Copy the data word for word, keeping every line.

Data provided:

----------

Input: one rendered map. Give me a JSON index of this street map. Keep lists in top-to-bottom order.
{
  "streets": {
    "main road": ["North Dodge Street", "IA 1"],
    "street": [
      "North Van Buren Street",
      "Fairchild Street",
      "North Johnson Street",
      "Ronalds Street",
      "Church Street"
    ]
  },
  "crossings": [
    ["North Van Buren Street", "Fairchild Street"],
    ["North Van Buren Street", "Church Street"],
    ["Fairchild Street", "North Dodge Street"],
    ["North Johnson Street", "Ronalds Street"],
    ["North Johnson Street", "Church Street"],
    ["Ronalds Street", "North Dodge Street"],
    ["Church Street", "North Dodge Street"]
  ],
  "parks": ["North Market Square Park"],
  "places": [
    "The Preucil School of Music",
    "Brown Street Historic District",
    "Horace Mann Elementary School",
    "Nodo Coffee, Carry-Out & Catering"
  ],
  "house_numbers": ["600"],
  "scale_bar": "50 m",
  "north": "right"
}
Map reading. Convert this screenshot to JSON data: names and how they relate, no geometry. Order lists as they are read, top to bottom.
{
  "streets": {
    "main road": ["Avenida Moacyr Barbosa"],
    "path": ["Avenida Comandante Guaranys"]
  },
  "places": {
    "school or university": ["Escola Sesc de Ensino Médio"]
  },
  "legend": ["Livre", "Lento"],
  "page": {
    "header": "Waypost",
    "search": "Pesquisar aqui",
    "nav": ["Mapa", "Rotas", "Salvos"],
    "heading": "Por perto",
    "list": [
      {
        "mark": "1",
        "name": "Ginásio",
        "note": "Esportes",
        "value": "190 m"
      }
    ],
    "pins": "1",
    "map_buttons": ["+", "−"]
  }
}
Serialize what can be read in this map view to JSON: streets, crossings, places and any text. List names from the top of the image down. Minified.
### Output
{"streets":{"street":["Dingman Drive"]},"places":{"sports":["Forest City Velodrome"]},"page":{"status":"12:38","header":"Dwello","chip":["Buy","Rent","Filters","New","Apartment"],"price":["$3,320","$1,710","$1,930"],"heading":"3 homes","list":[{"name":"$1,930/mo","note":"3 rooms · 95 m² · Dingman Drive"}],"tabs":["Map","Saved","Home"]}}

----------

Answer section:
Input: one rendered map. Give me a JSON index of this street map. Keep lists in top-to-bottom order.
{
  "streets": {
    "main road": ["North Dodge Street", "IA 1"],
    "street": [
      "North Van Buren Street",
      "Fairchild Street",
      "North Johnson Street",
      "Ronalds Street",
      "Church Street"
    ]
  },
  "crossings": [
    ["North Van Buren Street", "Fairchild Street"],
    ["North Van Buren Street", "Church Street"],
    ["Fairchild Street", "North Dodge Street"],
    ["North Johnson Street", "Ronalds Street"],
    ["North Johnson Street", "Church Street"],
    ["Ronalds Street", "North Dodge Street"],
    ["Church Street", "North Dodge Street"]
  ],
  "parks": ["North Market Square Park"],
  "places": [
    "The Preucil School of Music",
    "Brown Street Historic District",
    "Horace Mann Elementary School",
    "Nodo Coffee, Carry-Out & Catering"
  ],
  "house_numbers": ["600"],
  "scale_bar": "50 m",
  "north": "right"
}
Map reading. Convert this screenshot to JSON data: names and how they relate, no geometry. Order lists as they are read, top to bottom.
{
  "streets": {
    "main road": ["Avenida Moacyr Barbosa"],
    "path": ["Avenida Comandante Guaranys"]
  },
  "places": {
    "school or university": ["Escola Sesc de Ensino Médio"]
  },
  "legend": ["Livre", "Lento"],
  "page": {
    "header": "Waypost",
    "search": "Pesquisar aqui",
    "nav": ["Mapa", "Rotas", "Salvos"],
    "heading": "Por perto",
    "list": [
      {
        "mark": "1",
        "name": "Ginásio",
        "note": "Esportes",
        "value": "190 m"
      }
    ],
    "pins": "1",
    "map_buttons": ["+", "−"]
  }
}
Serialize what can be read in this map view to JSON: streets, crossings, places and any text. List names from the top of the image down. Minified.
### Output
{"streets":{"street":["Dingman Drive"]},"places":{"sports":["Forest City Velodrome"]},"page":{"status":"12:38","header":"Dwello","chip":["Buy","Rent","Filters","New","Apartment"],"price":["$3,320","$1,710","$1,930"],"heading":"3 homes","list":[{"name":"$1,930/mo","note":"3 rooms · 95 m² · Dingman Drive"}],"tabs":["Map","Saved","Home"]}}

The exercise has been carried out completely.